We support the building of a GovHub by the Government, but without council as a tenant. Government can construct a GovHub on Crown Land (like Ballarat) and improve the deal of new jobs currently offered to Bendigo.
Somehow Greater Bendigo is being steered into a soft deal. Do not be lulled by the claimed knock-on economic benefits to Greater Bendigo from the proposed deal. Ballarat’s arrangements of a government only GovHub on Crown land and 600 new jobs leaves Ballarat more than $1 billion dollars better off than Bendigo over ten years.
Please do not have us believe that we should not compare Bendigo’s deal with Ballarat’s. You are all elected to get the best deal for Greater Bendigo, and Ballarat’s deal shows Greater Bendigo is being duped and dudded.
We are deeply concerned about the statement on Page 44 of the Agenda: Council could choose not to approve the sale of land to Development Victoria or to not approve to enter a lease with the Department of Treasury and Finance. Either of these decisions would impact the ability of the project to meet its intended deadline and could potentially lead to the project no longer progressing.
In this instance, it is likely that Council staff currently working from temporary accommodation would need to return to the current offices in Lyttleton Terrace. This claim is nothing other than blatant officer and government coercion.
What it shows is the CEO overstepped his authority and prematurely committed staff to costly leased office space prior to any Council’s 20 May decision. Do not be bluffed into thinking the government would walk away from building a GovHub, it has six other potential sites, and if did not proceed to consolidate government officers (admittedly with say a year’s delay) then the project was not as important as claimed, saving taxpayers millions.
Claims that the proposed GovHub will reinvigorate the CBD are not supported by fact and have been made without the necessary evidence supporting such claims. Without the release of supporting evidence, we and many of your constituents are not convinced that building the GovHub on the Lyttleton Terrace site will have the desired effect the administration has claimed. What we do know is that the businesses in the suburbs where the government officers are being drawn from will be severely affected financially.
Please also understand the above, and other genuine concerns we have presented to you in the past show that this inappropriate superficially pretty CBD co-location project has too many financial boobytraps and delivers missed opportunities. Further, Greater Bendigo residents have been locked out of the information and decision-making processes.
As a councillor you must understand, just as the Independent Review 2013 Final Report recognised, “… councillors represent and advocate for their constituents …”, and the CEO and administration do not face that responsibility or the accountability of the public vote.

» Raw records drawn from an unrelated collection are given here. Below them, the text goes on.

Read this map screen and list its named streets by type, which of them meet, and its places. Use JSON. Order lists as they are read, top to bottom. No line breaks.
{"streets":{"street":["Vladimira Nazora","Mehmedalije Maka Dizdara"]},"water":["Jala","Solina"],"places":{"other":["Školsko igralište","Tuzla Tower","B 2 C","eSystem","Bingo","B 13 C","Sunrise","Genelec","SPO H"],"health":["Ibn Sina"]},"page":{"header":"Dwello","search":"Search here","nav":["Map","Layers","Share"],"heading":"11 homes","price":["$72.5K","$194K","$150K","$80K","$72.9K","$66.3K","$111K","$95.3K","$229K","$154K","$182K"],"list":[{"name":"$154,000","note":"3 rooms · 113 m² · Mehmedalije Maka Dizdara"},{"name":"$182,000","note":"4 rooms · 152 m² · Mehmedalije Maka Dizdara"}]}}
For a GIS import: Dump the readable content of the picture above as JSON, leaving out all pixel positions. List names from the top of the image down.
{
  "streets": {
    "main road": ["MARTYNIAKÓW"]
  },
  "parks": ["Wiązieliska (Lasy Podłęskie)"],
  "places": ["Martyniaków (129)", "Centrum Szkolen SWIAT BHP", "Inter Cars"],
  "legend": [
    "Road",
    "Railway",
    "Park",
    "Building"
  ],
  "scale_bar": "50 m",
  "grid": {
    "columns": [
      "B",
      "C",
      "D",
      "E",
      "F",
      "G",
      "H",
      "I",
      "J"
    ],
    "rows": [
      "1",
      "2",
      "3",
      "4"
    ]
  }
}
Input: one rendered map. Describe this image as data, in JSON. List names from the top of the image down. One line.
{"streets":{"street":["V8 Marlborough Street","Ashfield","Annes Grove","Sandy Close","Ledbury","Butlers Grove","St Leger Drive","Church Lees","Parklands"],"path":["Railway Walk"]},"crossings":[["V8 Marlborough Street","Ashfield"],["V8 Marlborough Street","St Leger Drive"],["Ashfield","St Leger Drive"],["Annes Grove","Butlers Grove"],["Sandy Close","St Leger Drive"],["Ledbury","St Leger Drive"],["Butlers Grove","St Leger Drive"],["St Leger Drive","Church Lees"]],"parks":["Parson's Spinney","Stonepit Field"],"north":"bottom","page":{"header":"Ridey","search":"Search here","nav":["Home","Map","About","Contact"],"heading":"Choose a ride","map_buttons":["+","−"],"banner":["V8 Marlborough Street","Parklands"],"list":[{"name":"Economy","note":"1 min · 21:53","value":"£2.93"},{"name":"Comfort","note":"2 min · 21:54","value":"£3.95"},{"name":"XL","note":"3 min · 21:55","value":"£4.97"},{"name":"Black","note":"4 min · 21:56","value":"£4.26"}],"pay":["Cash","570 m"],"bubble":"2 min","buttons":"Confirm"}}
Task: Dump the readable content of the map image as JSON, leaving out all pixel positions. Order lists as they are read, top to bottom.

Therefore, advocate and represent the overwhelming majority of residents who oppose the project, and not just those within council’s social connections or who are beholding to council. The only polling (over 700 sample) we have seen point to over 80 percent of respondents are against the Govhub.
An even better approach would be to hold off on any vote until after the council elections due in October, and let the people decide whether or not Council has overwhelming support for the property sale and a co-location GovHub as some councillors have claimed.
Another way to look at all this is there are too many unknowns. For the best decision it’s time to hold-off; research, reflect, and then decide when the pandemic is clarified and the nation’s and council’s financial matters are clearer.
We look to you to vote against the officer recommendations.